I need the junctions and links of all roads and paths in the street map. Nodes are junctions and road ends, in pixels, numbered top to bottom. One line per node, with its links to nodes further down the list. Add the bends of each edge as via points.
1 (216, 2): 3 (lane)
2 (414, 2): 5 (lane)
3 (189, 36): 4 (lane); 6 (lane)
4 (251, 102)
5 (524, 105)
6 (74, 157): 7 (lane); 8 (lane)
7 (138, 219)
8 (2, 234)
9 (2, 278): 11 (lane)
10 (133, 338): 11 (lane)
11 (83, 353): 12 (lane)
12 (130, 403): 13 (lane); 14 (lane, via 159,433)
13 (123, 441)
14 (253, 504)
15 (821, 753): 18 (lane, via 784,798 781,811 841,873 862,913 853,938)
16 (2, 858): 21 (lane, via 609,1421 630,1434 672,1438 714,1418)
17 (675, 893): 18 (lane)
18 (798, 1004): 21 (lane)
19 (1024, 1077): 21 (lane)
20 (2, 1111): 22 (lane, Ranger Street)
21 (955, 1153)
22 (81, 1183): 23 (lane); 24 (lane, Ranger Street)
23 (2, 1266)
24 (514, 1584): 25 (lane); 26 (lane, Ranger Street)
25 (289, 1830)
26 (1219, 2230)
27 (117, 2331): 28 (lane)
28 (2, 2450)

----------

- What you are asked to do -
For every entry above, give it back exactly as written.

- Reply -
I need the junctions and links of all roads and paths in the street map. Nodes are junctions and road ends, in pixels, numbered top to bottom. One line per node, with its links to nodes further down the list. Add the bends of each edge as via points.
1 (216, 2): 3 (lane)
2 (414, 2): 5 (lane)
3 (189, 36): 4 (lane); 6 (lane)
4 (251, 102)
5 (524, 105)
6 (74, 157): 7 (lane); 8 (lane)
7 (138, 219)
8 (2, 234)
9 (2, 278): 11 (lane)
10 (133, 338): 11 (lane)
11 (83, 353): 12 (lane)
12 (130, 403): 13 (lane); 14 (lane, via 159,433)
13 (123, 441)
14 (253, 504)
15 (821, 753): 18 (lane, via 784,798 781,811 841,873 862,913 853,938)
16 (2, 858): 21 (lane, via 609,1421 630,1434 672,1438 714,1418)
17 (675, 893): 18 (lane)
18 (798, 1004): 21 (lane)
19 (1024, 1077): 21 (lane)
20 (2, 1111): 22 (lane, Ranger Street)
21 (955, 1153)
22 (81, 1183): 23 (lane); 24 (lane, Ranger Street)
23 (2, 1266)
24 (514, 1584): 25 (lane); 26 (lane, Ranger Street)
25 (289, 1830)
26 (1219, 2230)
27 (117, 2331): 28 (lane)
28 (2, 2450)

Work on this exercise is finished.